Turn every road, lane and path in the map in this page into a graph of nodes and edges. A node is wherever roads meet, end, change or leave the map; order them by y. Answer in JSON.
= = =
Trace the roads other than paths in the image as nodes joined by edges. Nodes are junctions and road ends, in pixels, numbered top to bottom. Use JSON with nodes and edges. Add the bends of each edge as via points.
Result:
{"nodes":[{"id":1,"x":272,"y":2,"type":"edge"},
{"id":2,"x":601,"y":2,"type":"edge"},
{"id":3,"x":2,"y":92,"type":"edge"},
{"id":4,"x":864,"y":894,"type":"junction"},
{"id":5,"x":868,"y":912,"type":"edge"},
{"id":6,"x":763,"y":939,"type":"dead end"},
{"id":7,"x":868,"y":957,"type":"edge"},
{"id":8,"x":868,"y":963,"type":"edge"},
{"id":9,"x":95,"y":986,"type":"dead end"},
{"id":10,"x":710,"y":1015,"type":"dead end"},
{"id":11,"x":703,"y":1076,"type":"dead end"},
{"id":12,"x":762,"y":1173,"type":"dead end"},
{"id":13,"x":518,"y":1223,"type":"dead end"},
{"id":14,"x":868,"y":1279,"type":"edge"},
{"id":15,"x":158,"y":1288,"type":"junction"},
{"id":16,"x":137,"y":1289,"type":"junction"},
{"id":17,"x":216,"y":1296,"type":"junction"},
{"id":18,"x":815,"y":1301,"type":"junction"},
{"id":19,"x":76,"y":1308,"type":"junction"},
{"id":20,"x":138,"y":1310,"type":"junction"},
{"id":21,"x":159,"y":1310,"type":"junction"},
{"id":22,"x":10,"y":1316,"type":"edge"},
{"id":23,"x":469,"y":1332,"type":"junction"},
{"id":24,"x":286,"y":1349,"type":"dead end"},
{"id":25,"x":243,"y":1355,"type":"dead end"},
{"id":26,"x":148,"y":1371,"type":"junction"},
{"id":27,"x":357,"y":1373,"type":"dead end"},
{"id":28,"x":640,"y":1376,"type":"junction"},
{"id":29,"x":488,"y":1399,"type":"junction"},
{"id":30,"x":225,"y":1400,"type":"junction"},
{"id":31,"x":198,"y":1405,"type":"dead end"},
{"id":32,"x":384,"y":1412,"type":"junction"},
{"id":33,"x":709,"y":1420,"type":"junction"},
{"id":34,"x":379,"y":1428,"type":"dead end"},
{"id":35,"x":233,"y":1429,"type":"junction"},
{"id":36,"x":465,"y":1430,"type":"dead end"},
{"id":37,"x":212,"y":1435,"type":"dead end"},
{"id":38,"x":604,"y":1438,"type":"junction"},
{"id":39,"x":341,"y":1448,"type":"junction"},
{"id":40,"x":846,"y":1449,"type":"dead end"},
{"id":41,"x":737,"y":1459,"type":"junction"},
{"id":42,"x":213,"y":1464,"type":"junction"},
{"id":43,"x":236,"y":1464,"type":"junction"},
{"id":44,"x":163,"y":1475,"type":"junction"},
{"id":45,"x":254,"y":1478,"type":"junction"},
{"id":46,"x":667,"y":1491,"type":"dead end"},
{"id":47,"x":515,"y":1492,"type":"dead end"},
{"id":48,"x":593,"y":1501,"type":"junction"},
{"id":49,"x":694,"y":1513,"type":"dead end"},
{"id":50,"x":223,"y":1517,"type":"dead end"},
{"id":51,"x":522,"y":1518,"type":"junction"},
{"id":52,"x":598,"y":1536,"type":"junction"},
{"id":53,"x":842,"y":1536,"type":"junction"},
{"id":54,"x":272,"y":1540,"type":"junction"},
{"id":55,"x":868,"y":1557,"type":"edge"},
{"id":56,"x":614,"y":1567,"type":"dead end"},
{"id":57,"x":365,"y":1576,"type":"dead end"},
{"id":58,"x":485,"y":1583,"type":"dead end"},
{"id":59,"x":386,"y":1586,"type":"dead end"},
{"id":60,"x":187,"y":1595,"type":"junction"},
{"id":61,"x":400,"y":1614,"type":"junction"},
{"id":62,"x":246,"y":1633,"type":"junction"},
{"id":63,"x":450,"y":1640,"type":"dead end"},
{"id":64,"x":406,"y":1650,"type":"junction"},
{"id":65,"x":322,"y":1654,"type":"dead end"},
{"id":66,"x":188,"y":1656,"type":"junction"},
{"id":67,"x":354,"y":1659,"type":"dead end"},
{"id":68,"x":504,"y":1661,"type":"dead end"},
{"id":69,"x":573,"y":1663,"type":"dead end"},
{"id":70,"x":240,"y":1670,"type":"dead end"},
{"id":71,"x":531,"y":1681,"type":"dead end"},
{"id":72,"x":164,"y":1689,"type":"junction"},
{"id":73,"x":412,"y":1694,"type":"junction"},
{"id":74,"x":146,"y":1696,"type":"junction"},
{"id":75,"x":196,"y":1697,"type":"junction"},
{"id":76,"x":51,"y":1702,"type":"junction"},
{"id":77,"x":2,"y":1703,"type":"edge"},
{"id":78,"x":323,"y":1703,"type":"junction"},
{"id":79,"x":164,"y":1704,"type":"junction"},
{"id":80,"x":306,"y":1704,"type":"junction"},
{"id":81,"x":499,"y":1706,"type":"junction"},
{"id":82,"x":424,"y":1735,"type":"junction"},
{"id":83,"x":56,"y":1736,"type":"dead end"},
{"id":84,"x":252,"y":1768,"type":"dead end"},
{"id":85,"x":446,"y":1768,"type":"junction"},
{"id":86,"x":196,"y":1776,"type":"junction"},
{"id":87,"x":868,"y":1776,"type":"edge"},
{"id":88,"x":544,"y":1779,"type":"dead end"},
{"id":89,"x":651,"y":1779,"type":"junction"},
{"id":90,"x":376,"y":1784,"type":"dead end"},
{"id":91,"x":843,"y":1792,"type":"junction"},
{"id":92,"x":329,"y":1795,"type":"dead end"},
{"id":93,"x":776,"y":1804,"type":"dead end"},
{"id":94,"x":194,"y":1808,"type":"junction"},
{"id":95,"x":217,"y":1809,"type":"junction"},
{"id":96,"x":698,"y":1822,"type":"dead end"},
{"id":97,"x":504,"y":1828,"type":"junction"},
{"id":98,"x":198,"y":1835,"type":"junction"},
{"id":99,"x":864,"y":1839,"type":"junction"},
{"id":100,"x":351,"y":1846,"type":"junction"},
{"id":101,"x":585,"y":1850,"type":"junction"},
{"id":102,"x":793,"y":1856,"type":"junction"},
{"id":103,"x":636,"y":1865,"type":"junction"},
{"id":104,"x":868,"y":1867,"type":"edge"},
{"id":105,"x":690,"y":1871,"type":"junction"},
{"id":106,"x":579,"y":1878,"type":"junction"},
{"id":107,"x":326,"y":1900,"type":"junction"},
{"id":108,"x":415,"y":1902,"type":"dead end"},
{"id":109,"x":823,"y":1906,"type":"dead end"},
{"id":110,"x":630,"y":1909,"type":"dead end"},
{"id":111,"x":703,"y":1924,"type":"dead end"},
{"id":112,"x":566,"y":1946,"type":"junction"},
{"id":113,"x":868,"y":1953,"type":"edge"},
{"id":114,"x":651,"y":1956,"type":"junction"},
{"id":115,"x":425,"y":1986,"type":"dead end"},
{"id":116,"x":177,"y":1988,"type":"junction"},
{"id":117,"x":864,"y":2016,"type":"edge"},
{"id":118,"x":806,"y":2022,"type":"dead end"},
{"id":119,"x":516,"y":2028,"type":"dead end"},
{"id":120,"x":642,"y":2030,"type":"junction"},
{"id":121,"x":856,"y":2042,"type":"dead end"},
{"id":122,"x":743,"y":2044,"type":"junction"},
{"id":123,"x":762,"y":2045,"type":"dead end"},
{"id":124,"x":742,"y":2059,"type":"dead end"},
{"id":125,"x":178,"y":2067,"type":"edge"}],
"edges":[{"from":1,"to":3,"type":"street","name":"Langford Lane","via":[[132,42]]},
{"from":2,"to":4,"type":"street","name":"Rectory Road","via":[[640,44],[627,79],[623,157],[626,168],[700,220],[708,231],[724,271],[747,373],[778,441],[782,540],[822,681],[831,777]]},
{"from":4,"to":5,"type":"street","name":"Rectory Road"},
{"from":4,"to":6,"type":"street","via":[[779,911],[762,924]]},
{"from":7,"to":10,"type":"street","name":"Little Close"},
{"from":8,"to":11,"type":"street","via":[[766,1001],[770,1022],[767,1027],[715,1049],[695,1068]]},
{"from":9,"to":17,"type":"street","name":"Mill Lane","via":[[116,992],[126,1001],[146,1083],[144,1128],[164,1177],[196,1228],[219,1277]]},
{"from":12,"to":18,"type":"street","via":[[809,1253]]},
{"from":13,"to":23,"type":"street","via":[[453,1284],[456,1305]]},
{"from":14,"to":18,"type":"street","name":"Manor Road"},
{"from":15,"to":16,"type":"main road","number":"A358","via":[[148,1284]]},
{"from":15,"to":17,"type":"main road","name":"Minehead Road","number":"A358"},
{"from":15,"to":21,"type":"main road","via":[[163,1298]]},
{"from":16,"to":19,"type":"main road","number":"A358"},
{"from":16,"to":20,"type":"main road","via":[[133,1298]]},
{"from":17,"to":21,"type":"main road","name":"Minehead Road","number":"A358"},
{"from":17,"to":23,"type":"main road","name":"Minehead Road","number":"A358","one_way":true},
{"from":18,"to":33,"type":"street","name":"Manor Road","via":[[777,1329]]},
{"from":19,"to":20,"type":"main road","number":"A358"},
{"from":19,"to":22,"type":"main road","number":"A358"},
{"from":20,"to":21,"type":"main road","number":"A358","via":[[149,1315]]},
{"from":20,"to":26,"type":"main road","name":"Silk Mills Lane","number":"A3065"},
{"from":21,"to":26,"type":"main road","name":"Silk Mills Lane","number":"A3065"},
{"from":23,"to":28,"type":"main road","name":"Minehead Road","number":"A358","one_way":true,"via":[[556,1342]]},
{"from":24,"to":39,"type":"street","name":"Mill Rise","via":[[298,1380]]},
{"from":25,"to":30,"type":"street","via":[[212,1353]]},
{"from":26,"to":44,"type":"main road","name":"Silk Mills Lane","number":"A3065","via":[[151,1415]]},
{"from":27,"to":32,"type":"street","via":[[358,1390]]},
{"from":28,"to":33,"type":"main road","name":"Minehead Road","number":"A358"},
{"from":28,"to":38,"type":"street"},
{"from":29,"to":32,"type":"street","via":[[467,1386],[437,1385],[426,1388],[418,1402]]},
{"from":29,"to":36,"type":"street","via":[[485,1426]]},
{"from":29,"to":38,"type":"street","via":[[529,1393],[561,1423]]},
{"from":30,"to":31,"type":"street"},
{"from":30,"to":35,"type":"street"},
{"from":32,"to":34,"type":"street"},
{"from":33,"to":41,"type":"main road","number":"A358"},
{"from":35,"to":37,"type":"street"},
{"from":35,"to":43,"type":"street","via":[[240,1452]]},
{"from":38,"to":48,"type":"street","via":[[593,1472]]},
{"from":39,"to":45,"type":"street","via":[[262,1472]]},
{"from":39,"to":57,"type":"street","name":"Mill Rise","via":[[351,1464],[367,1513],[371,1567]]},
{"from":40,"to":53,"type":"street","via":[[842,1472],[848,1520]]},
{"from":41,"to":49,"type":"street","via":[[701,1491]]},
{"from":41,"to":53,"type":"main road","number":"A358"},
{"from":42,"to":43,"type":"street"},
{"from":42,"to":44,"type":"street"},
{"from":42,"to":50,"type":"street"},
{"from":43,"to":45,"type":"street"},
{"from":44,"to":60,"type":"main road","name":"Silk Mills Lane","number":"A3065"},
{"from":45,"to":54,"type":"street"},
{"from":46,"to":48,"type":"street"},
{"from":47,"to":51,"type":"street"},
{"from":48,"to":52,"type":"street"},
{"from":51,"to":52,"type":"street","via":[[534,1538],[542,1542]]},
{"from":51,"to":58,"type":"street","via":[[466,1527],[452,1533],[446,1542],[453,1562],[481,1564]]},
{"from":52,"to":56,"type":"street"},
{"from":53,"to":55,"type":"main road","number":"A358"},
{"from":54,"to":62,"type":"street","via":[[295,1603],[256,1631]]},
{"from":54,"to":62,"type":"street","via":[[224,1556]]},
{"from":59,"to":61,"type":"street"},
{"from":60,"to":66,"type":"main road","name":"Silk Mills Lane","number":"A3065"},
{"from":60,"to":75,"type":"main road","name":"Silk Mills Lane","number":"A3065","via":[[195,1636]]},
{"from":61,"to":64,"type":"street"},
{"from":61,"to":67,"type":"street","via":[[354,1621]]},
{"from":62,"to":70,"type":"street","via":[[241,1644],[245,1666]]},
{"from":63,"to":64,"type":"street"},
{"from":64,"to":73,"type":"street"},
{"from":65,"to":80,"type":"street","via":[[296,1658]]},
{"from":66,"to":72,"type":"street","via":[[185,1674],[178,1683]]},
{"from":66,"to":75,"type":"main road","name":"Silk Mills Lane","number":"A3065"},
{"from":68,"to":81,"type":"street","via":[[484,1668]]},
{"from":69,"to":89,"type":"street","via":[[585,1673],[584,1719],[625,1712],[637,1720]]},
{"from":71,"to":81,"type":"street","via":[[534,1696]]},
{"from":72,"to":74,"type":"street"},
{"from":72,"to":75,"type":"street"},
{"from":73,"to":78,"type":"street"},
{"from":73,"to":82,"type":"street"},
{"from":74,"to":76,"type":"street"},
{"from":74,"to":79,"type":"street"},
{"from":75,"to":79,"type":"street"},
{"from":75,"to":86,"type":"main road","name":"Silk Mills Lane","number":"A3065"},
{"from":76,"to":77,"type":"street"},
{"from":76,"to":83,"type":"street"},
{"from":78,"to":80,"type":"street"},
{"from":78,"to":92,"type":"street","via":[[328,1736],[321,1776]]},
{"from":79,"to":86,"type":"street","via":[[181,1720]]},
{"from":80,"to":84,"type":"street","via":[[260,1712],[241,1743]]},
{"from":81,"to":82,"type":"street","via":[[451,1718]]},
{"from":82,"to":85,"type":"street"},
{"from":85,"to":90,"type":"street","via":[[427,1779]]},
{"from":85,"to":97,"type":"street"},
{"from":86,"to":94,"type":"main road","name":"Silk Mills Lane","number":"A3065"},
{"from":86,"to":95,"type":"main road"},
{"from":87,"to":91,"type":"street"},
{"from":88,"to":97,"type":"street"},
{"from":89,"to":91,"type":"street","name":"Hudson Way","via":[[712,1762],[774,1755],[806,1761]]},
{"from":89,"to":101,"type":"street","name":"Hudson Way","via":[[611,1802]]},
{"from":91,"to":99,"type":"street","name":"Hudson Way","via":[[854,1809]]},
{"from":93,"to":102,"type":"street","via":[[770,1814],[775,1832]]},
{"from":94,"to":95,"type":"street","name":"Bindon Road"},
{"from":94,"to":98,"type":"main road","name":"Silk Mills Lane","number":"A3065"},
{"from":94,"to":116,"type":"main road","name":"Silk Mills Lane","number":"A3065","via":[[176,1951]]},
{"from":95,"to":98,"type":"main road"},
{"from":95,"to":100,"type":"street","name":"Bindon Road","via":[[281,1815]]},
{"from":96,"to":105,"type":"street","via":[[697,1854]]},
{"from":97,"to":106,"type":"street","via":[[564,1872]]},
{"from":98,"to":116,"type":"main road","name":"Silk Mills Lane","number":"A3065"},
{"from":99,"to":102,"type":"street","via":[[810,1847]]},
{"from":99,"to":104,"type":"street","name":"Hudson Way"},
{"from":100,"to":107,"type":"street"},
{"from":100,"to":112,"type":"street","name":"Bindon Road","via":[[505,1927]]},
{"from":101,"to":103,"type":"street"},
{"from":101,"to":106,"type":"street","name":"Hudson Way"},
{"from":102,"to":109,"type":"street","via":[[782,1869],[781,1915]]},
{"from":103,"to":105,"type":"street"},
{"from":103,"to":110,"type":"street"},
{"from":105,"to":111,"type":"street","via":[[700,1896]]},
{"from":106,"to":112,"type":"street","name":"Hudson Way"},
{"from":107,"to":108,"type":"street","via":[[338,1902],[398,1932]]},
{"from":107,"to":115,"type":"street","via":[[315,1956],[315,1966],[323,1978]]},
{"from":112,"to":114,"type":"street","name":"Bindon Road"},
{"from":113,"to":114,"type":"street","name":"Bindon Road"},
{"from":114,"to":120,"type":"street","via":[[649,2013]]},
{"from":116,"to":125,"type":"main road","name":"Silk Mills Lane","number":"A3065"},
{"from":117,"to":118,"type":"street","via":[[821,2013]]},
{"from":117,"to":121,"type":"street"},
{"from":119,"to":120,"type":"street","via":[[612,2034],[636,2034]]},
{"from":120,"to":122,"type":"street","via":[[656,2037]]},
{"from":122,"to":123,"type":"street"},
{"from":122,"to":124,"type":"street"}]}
= = =
◆ YOUR TASK
Which lines above hold the word "roads"? Copy each of them.

◆ TASK ANSWER
Turn every road, lane and path in the map in this page into a graph of nodes and edges. A node is wherever roads meet, end, change or leave the map; order them by y. Answer in JSON.
Trace the roads other than paths in the image as nodes joined by edges. Nodes are junctions and road ends, in pixels, numbered top to bottom. Use JSON with nodes and edges. Add the bends of each edge as via points.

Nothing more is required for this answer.